With the November expansion into Germany (still on-going – see Podimo’s LinkedIn profile for evidence of further staff hiring).
Podimo is charging a comfortable DKK 39 ($5.80) per month and in Germany 4.99 euros ($5.60).
About the Germany launch Strunge said,
We believe that we can fill a gap in the German podcast market and that we can occupy an important position as the podcast platform introducing a new ecosystem that will also benefit podcasters. Podimo offers podcasts, which can also be found on other podcast platforms, as well as a multitude of podcasts available only on Podimo.
Stepping back to see the bigger picture, and podcasts, once seen as the poor stepchild of audiobooks, is now a format in its own right for mainstream publishers and media, with news and non-fiction leading the way.
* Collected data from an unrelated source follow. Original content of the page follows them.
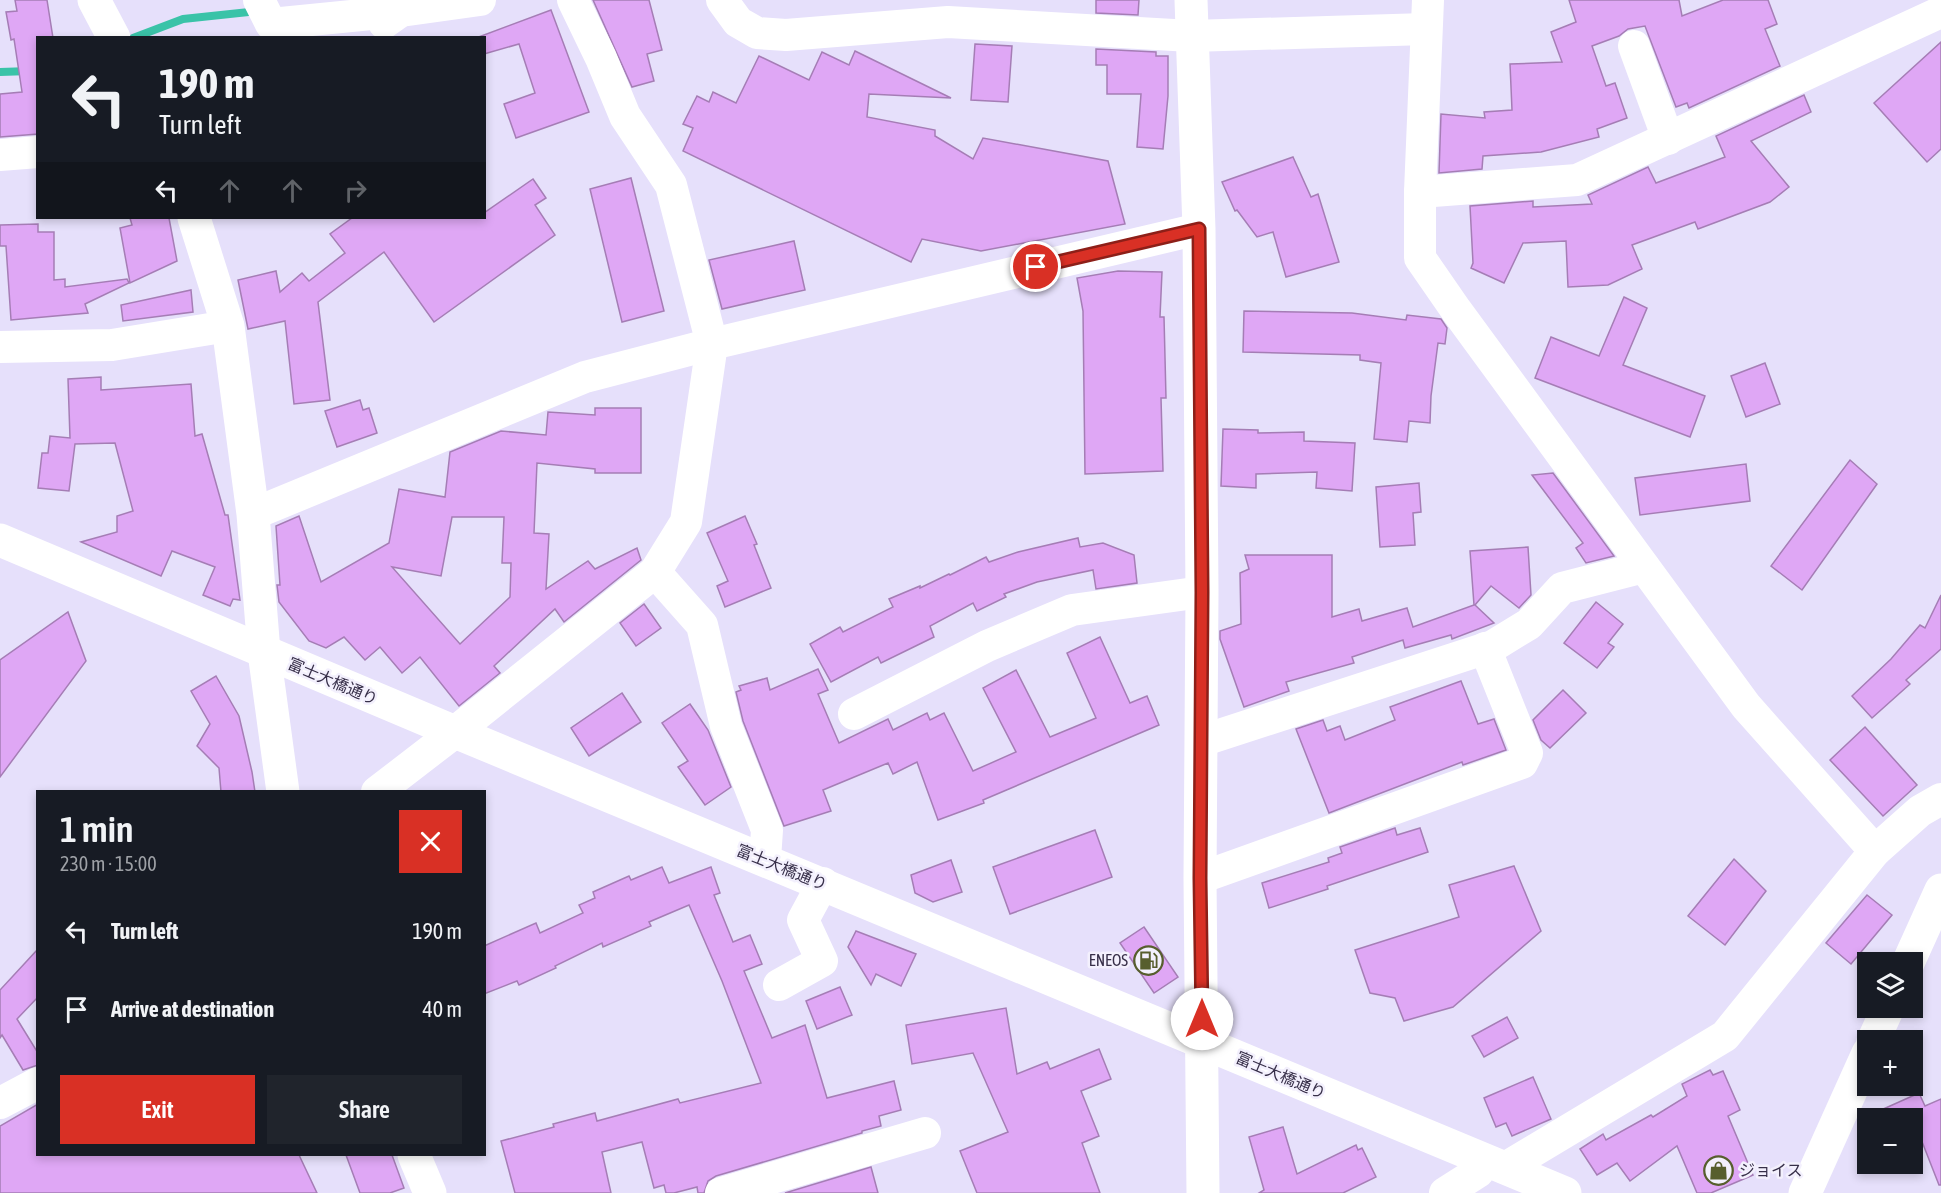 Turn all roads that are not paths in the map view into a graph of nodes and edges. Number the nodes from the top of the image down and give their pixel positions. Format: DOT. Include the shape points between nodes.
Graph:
graph roads {
  1 [pos="94,0"];
  2 [pos="259,0"];
  3 [pos="480,0"];
  4 [pos="573,0"];
  5 [pos="722,0"];
  6 [pos="1191,0"];
  7 [pos="401,11"];
  8 [pos="1941,12"];
  9 [pos="1427,15"];
  10 [pos="113,36"];
  11 [pos="366,36"];
  12 [pos="1191,36"];
  13 [pos="1634,46"];
  14 [pos="1668,139"];
  15 [pos="36,152"];
  16 [pos="0,155"];
  17 [pos="1420,192"];
  18 [pos="194,219"];
  19 [pos="1199,229"];
  20 [pos="228,326"];
  21 [pos="712,344"];
  22 [pos="0,347"];
  23 [pos="253,514"];
  24 [pos="0,540"];
  25 [pos="1644,567"];
  26 [pos="655,572"];
  27 [pos="1202,592"];
  28 [pos="1485,648"];
  29 [pos="264,652"];
  30 [pos="854,714"];
  31 [pos="455,732"];
  32 [pos="1201,741"];
  33 [pos="283,790"];
  34 [pos="380,790"];
  35 [pos="1941,799"];
  36 [pos="1875,851"];
  37 [pos="765,859"];
  38 [pos="1200,878"];
  39 [pos="823,883"];
  40 [pos="1941,890"];
  41 [pos="1913,952"];
  42 [pos="779,985"];
  43 [pos="1202,1042"];
  44 [pos="1857,1077"];
  45 [pos="36,1084"];
  46 [pos="0,1103"];
  47 [pos="925,1133"];
  48 [pos="414,1156"];
  49 [pos="1487,1173"];
  50 [pos="430,1193"];
  51 [pos="721,1193"];
  52 [pos="1203,1193"];
  53 [pos="1445,1193"];
  54 [pos="1565,1193"];
  55 [pos="1805,1193"];
  1 -- 10 [label="street"];
  2 -- 7 [label="street" via="271,24"];
  3 -- 7 [label="street"];
  4 -- 21 [label="street" via="625,116 671,185"];
  5 -- 12 [label="street" via="738,22 758,33 786,35 948,22"];
  6 -- 12 [label="street"];
  7 -- 11 [label="street"];
  8 -- 14 [label="street"];
  9 -- 12 [label="street"];
  9 -- 17 [label="street"];
  12 -- 19 [label="street"];
  13 -- 14 [label="street"];
  14 -- 17 [label="street" via="1577,180"];
  15 -- 16 [label="street"];
  17 -- 25 [label="street" via="1420,258"];
  18 -- 20 [label="street"];
  19 -- 21 [label="street"];
  19 -- 27 [label="street"];
  20 -- 22 [label="street" via="112,345"];
  20 -- 23 [label="street"];
  21 -- 23 [label="street" via="585,377"];
  21 -- 26 [label="street" via="686,522"];
  23 -- 29 [label="street"];
  24 -- 29 [label="street, 富士大橋通り"];
  25 -- 28 [label="street" via="1562,588 1529,624"];
  25 -- 36 [label="street" via="1746,706"];
  26 -- 31 [label="street"];
  26 -- 37 [label="street" via="702,626 726,726 767,830"];
  27 -- 30 [label="street" via="1072,610 987,646"];
  27 -- 32 [label="street"];
  28 -- 32 [label="street"];
  28 -- 38 [label="street" via="1527,753 1522,763"];
  29 -- 31 [label="street, 富士大橋通り"];
  29 -- 33 [label="street"];
  31 -- 34 [label="street"];
  31 -- 37 [label="street, 富士大橋通り"];
  32 -- 38 [label="street"];
  35 -- 36 [label="street" via="1920,811"];
  36 -- 49 [label="street" via="1725,1036"];
  37 -- 39 [label="street, 富士大橋通り"];
  38 -- 43 [label="street"];
  39 -- 42 [label="street" via="803,920 822,961"];
  39 -- 43 [label="street, 富士大橋通り"];
  40 -- 41 [label="street"];
  43 -- 49 [label="street, 富士大橋通り"];
  43 -- 52 [label="street"];
  44 -- 55 [label="street"];
  45 -- 46 [label="street"];
  47 -- 51 [label="street"];
  48 -- 50 [label="street"];
  49 -- 53 [label="street"];
  49 -- 54 [label="street, 富士大橋通り"];
}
For some it’s a simple discovery tool. Podcasts are put out for free and the publishers hope to derive knock-on benefits and upsell, but getting paid for the actual podcast content has not been a primary objective.
That’s changing fast as monetising podcast sites proliferate around the globe alongside monetised audiobook sites that increasingly carry podcast content.
These fall into two broad groups – those that are free and are financed by advertising, and those that have a subscription fee and no adverts. Consumers make their choices. Content providers reap the rewards in new revenue streams.
Unsurprisingly the English-language podcasting arena has developed the fastest, because so much content can travel easily between both English-speaking and English-as-Second-Language countries, but as we see clearly with Podimo, this can and will work even in small countries like Denmark (population 5.7 million – 5.6 million of them online).
Podcasting opens up new vistas for publishers across the board, not just in new and a handful of non-fiction categories, and while regular audiobook services can carry that content my guess is we will see more andmore dedicated podcasting sites – especially niche audience – appear in the coming years for those who prefer their audio short-form and have no desire to pay a full audiobook subscription and then sift through a ton of regular audiobooks to find the podcasts they want.
And on the other side of this particular coin we will see more and more publishers turning to podcasts because the production costs are so much lower than for a full audiobook.
While audiobooks are a final product, podcasts can be both a final product and simultaneously a driver of consumer traffic to other formats.
Podcasting is a win-win for publishers across the board, and the only question is how soon before they fully embrace this exciting digital opportunity.